Southeast Asian open finance startup Brankas gets $20M Series B led by Insignia Ventures

Brankas, an open banking startup for Southeast Asian markets, is entering the new year with a $20 million Series B. Visa, AFG Partners, and Treasury International were other backers.

Brankas' platform has more than 10 banking-as-a-service embedded APIs, including ones for opening online bank accounts, credit scoring, identity verification, e-commerce transactions and gig economy payments. Brankas wants todemocratize access to financial and identity data. Financial institutions and banks are some of the clients.

Brankas says it has seen a 30% month-on-month growth in usage of its platform, and is now used by more than 40 banks and 100 enterprise customers. Brankas partners with financial providers like e-wallet and remittance companies to help people who don't have traditional bank accounts or credit cards.

Brankas raised its Series A in the same year that it was profiled in a profile by TechCrunch.

Brankas wants to bring Southeast Asia's banks and e- commerce into the digital era.

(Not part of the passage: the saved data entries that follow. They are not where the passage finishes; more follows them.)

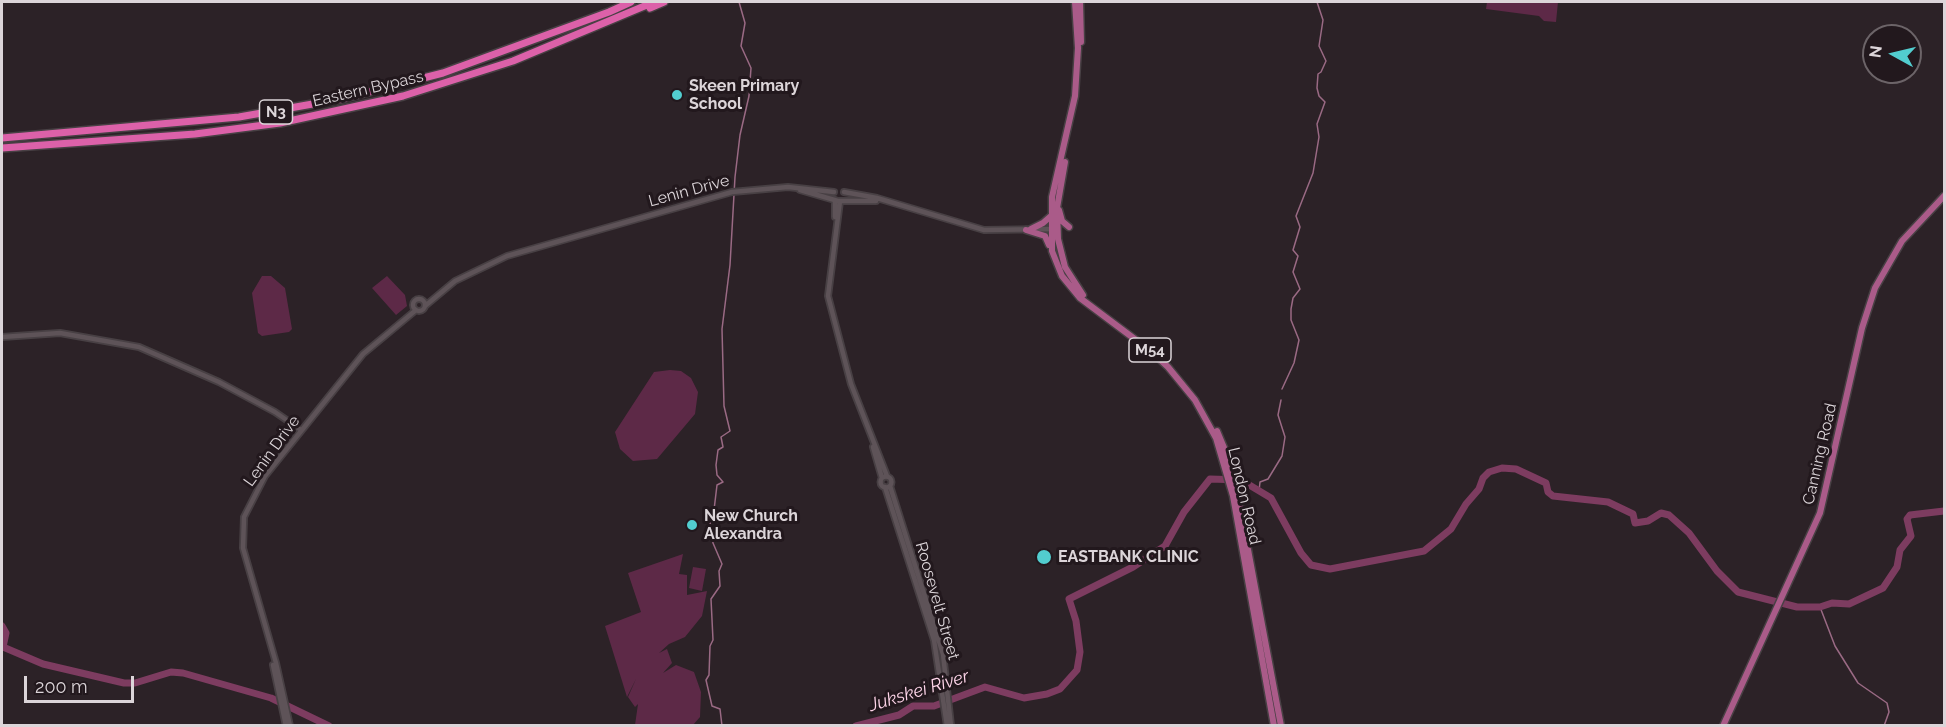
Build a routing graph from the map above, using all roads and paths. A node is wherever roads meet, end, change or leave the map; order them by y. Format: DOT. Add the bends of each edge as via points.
graph roads {
  1 [pos="621,2"];
  2 [pos="631,2"];
  3 [pos="654,2"];
  4 [pos="664,2"];
  5 [pos="1078,3"];
  6 [pos="567,28"];
  7 [pos="583,34"];
  8 [pos="2,138"];
  9 [pos="2,148"];
  10 [pos="844,192"];
  11 [pos="1944,196"];
  12 [pos="837,198"];
  13 [pos="1058,200"];
  14 [pos="885,201"];
  15 [pos="1051,216"];
  16 [pos="1054,229"];
  17 [pos="1028,230"];
  18 [pos="1059,246"];
  19 [pos="1052,251"];
  20 [pos="433,296"];
  21 [pos="422,300"];
  22 [pos="425,306"];
  23 [pos="415,308"];
  24 [pos="2,337"];
  25 [pos="301,430"];
  26 [pos="1230,473"];
  27 [pos="884,477"];
  28 [pos="887,486"];
  29 [pos="1236,496"];
  30 [pos="280,687"];
  31 [pos="947,715"];
  32 [pos="286,726"];
  33 [pos="290,726"];
  34 [pos="947,726"];
  35 [pos="951,726"];
  36 [pos="1274,726"];
  37 [pos="1281,726"];
  38 [pos="1723,726"];
  1 -- 6 [label="highway"];
  2 -- 6 [label="highway, Eastern Bypass / N3"];
  3 -- 7 [label="highway, Eastern Bypass / N3"];
  4 -- 7 [label="highway"];
  5 -- 13 [label="main road, London Road / M54" via="1078,90"];
  5 -- 15 [label="main road, London Road / M54" via="1075,96"];
  6 -- 8 [label="highway, Eastern Bypass / N3" via="401,85 281,111 192,123"];
  7 -- 9 [label="highway, Eastern Bypass / N3" via="513,62 403,96 280,123 195,134"];
  10 -- 12 [label="street"];
  10 -- 12 [label="street" via="838,189"];
  10 -- 14 [label="street"];
  11 -- 38 [label="main road, Canning Road" via="1902,241 1875,288 1862,327 1823,504"];
  12 -- 14 [label="street"];
  12 -- 20 [label="street, Lenin Drive" via="788,187 738,190 507,256"];
  12 -- 27 [label="street" via="828,296 848,377"];
  13 -- 16 [label="main road, London Road / M54"];
  13 -- 18 [label="main road" via="1061,219 1070,227 1062,234"];
  14 -- 17 [label="street" via="975,229"];
  15 -- 16 [label="main road, London Road / M54"];
  15 -- 17 [label="main road"];
  16 -- 17 [label="street"];
  16 -- 18 [label="main road, London Road / M54"];
  16 -- 19 [label="main road, London Road / M54"];
  17 -- 19 [label="main road" via="1045,236"];
  18 -- 26 [label="main road, London Road / M54" via="1071,278 1088,301 1153,348 1184,380 1216,429"];
  19 -- 26 [label="main road, London Road / M54" via="1062,276 1085,303 1152,352 1188,390 1216,438"];
  20 -- 21 [label="street, Lenin Drive"];
  20 -- 22 [label="street, Lenin Drive"];
  21 -- 22 [label="street"];
  21 -- 23 [label="street" via="416,300"];
  22 -- 23 [label="street" via="422,310"];
  23 -- 25 [label="street, Lenin Drive" via="363,354"];
  24 -- 25 [label="street" via="60,333 139,347 219,382"];
  25 -- 30 [label="street, Lenin Drive" via="265,476 248,506 242,527 243,548"];
  26 -- 29 [label="main road, London Road / M54"];
  27 -- 28 [label="street" via="881,484"];
  27 -- 28 [label="street" via="891,480"];
  28 -- 31 [label="street, Roosevelt Street" via="943,654"];
  29 -- 36 [label="main road, London Road / M54"];
  29 -- 37 [label="main road, London Road / M54"];
  30 -- 32 [label="street"];
  30 -- 33 [label="street"];
  31 -- 34 [label="street, Roosevelt Street"];
  31 -- 35 [label="street, Roosevelt Street"];
}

Brankas has been aggressively building new products during the Pandemic, which has seen great demand in its current operating markets of Indonesia, the Philippines, Thailand and Singapore.

Direct, for account-to-account bank transfers; Disburse for remittances directly from accounts; Pay, a no-code solution for micro-businesses to collect payments; and IPG, a platform created for large financial customers were included.

Brankas has developed four new data products, including a statement for retail and corporate transaction retrievals, balance to let people view their current and average account balances, income, which uses machine learning to identify individual income or salary, and Telco, to allow clients access to users.

Brankas has witnesses who see open finance as an example of financial inclusion and greater customer choice. Third-party apps, including e-commerce, account management and HR and payroll software, have seen more "banking-as-a-service" products, or bank products like savings accounts, cards and loans offered as "embedded finance" on them. He said that large multinational financial service providers like Visa are embracing open finance, even if it may threaten their legacy business in the short term.

He said that open finance has also been adopted by the mainstream community.

Brankas will use the new funding to double its team of 100. It plans to add more capabilities to its payments, data and banking-as-a-service product menu in Indonesia, the Philippines and Thailand. Brankas will go live in Vietnam and Bangladesh early this year.

Brankas plans to deepen the capabilities of its payments, data and banking-as-a-service product menu in Indonesia, the Philippines and Thailand. Soon, we will announce partnerships with digital banks in Vietnam and Bangladesh.

There are other open financeAPI startups in Southeast Asia. Brankas is the only company to offer regulated payments APIs, as well as being the only company with regional coverage, and being the only company to offer cryptocurrencies payment and wallet linking. He said that Brankas is currently developing new solutions for payments, identity and data analysis, and that it is possible to open finance for all Visa partner banks in the region.

Y Combinator backs Singapore-based open finance startup.

Brankas has an approach to market development and their ability to launch and scale their products in a regulatory compliant manner while ensuring that developers benefit from a reliable and stable.

The Asia-Pacific region's Plaid is being built by an open banking startup.